▶ _ASSIGNED TASK_
All lines in the records below that hold "buttons" are to be shown.

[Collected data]
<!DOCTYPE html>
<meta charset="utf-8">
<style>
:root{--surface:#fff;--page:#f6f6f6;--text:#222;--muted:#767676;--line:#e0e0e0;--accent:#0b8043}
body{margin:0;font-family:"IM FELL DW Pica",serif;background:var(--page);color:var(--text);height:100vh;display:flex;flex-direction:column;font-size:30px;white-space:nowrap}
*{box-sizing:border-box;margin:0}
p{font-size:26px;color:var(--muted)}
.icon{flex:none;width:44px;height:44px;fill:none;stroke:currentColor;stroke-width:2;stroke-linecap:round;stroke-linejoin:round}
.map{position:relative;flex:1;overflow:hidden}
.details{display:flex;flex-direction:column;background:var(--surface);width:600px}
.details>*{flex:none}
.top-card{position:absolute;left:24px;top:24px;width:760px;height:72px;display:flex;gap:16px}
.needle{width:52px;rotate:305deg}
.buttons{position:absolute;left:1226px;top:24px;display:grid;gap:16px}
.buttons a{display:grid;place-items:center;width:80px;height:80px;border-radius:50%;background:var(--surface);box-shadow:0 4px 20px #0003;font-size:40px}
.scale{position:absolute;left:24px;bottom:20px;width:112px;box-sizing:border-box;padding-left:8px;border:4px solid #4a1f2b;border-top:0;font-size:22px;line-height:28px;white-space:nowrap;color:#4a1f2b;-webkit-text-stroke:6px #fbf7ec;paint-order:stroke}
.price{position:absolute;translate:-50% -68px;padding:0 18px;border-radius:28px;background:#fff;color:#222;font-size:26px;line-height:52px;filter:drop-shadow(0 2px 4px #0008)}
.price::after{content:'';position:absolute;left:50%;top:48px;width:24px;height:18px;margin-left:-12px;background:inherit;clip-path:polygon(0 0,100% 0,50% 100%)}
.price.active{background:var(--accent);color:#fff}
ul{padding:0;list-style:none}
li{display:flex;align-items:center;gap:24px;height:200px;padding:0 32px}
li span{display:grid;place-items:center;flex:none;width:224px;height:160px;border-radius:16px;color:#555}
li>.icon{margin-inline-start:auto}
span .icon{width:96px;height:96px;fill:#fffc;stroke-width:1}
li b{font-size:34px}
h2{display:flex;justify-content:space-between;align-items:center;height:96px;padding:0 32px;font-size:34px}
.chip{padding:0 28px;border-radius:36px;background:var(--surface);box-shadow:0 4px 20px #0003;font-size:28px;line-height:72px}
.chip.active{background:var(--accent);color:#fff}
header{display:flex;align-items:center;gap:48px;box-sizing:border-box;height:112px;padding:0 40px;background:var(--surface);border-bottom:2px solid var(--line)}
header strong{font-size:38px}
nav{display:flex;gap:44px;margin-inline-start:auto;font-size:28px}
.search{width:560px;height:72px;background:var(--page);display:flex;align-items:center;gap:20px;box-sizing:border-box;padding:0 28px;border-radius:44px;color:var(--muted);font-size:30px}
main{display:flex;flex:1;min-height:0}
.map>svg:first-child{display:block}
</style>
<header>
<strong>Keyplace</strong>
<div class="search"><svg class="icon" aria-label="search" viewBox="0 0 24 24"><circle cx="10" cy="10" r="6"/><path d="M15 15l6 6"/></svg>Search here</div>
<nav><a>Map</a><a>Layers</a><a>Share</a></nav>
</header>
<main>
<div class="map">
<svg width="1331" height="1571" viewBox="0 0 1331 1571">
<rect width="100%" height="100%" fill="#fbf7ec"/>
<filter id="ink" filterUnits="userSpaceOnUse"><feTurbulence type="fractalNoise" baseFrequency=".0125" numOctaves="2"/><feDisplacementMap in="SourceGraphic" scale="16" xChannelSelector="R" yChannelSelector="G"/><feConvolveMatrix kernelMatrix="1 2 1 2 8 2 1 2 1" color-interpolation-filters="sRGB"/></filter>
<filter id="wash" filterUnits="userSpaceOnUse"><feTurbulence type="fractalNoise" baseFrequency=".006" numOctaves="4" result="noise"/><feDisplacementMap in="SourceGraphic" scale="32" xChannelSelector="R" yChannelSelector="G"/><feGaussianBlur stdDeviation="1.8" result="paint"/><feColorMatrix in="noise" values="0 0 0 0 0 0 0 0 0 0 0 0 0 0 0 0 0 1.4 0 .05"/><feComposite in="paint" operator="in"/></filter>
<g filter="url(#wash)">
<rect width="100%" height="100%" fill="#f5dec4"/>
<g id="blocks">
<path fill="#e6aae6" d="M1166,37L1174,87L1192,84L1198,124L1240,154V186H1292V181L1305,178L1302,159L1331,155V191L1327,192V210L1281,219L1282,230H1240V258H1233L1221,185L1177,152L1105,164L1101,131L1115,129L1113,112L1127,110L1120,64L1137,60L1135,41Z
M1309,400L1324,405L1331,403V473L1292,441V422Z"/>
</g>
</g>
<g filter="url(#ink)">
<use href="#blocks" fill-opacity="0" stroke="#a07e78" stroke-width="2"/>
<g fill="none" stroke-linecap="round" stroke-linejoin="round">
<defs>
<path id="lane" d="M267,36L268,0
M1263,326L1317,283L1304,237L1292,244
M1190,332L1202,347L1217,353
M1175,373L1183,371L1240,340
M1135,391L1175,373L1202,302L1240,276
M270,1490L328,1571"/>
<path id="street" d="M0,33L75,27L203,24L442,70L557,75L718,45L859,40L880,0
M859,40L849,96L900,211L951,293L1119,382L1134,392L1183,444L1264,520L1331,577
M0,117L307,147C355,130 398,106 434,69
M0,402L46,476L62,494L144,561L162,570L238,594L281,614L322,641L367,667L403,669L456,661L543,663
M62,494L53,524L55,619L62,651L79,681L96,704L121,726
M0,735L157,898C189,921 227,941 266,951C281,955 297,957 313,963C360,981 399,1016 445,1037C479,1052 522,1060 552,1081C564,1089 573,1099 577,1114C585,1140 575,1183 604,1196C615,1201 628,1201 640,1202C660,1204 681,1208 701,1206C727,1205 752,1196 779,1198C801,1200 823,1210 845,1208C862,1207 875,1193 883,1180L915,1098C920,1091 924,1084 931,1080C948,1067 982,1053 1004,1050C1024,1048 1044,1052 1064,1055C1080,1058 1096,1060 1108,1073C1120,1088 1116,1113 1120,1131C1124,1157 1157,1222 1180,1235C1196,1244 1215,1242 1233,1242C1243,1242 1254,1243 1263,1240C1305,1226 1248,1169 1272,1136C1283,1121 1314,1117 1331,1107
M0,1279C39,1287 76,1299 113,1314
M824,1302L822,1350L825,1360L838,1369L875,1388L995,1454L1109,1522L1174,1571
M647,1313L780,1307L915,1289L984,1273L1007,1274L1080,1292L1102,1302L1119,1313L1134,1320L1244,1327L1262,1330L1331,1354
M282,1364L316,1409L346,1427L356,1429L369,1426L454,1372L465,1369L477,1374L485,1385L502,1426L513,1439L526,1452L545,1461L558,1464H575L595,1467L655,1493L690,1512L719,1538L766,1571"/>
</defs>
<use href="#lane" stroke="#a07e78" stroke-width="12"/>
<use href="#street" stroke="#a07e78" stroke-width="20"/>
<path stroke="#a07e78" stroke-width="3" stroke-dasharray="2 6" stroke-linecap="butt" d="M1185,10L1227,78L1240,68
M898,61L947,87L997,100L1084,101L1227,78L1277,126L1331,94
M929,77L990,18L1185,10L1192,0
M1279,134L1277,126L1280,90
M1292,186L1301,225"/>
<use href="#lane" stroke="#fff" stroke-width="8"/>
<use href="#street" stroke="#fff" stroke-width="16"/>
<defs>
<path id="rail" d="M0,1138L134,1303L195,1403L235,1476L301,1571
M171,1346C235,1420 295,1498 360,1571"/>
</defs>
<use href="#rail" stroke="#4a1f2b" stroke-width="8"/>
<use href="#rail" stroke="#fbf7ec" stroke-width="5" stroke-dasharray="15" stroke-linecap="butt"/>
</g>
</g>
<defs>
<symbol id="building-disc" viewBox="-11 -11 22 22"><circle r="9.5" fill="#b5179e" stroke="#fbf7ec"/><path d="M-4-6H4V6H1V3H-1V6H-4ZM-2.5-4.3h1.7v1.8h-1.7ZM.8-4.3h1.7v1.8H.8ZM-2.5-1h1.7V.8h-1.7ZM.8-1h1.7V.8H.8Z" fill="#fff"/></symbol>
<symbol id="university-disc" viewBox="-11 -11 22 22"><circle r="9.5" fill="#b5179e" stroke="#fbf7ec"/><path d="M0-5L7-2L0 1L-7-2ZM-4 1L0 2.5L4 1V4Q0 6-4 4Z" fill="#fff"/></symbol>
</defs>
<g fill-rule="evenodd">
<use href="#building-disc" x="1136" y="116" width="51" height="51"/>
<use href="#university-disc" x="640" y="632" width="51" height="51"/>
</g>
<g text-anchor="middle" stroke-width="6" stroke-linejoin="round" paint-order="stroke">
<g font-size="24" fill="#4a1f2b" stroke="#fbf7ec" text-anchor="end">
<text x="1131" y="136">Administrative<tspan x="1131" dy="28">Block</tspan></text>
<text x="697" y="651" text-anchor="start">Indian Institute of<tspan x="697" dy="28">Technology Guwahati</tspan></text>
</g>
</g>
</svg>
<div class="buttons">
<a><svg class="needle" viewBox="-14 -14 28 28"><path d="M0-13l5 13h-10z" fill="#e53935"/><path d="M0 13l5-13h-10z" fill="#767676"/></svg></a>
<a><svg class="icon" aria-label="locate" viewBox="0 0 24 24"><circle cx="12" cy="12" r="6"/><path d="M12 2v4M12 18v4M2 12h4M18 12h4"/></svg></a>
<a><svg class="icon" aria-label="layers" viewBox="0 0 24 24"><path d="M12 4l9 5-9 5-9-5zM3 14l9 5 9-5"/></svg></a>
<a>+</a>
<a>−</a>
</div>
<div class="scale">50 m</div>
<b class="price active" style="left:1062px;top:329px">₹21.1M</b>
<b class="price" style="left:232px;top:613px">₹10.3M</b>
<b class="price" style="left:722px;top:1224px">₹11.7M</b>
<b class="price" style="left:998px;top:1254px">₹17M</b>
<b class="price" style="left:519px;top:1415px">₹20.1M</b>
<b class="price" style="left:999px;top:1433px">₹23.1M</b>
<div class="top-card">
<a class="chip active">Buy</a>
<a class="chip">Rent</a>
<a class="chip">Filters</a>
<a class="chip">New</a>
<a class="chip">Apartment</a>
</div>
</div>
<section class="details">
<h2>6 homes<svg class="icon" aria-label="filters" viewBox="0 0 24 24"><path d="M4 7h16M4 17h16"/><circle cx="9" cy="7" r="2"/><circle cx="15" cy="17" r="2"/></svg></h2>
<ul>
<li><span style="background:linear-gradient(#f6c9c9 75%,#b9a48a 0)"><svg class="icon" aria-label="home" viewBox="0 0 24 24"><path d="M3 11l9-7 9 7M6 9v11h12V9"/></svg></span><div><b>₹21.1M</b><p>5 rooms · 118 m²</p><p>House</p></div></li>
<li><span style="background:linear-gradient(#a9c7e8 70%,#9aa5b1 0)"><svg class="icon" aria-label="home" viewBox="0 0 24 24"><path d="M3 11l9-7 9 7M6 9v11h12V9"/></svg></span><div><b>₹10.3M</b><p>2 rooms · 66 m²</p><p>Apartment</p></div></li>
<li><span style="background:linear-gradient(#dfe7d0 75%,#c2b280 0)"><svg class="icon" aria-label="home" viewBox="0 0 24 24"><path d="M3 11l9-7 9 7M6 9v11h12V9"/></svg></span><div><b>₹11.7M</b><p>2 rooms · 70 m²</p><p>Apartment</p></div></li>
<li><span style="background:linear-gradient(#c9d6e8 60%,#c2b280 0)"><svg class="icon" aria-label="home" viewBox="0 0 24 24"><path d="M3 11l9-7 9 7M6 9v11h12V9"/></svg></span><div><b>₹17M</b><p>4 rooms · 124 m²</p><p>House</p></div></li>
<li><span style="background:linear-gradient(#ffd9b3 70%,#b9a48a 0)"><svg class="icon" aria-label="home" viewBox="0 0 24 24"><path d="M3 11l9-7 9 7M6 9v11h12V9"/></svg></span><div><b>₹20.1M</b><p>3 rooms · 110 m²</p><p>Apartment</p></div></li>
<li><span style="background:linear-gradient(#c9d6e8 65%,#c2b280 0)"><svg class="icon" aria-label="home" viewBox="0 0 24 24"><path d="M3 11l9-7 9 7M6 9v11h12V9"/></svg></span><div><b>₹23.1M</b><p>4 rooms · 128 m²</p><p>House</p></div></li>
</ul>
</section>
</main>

▶ _EXERCISE SOLUTION_
.buttons{position:absolute;left:1226px;top:24px;display:grid;gap:16px}
.buttons a{display:grid;place-items:center;width:80px;height:80px;border-radius:50%;background:var(--surface);box-shadow:0 4px 20px #0003;font-size:40px}
<div class="buttons">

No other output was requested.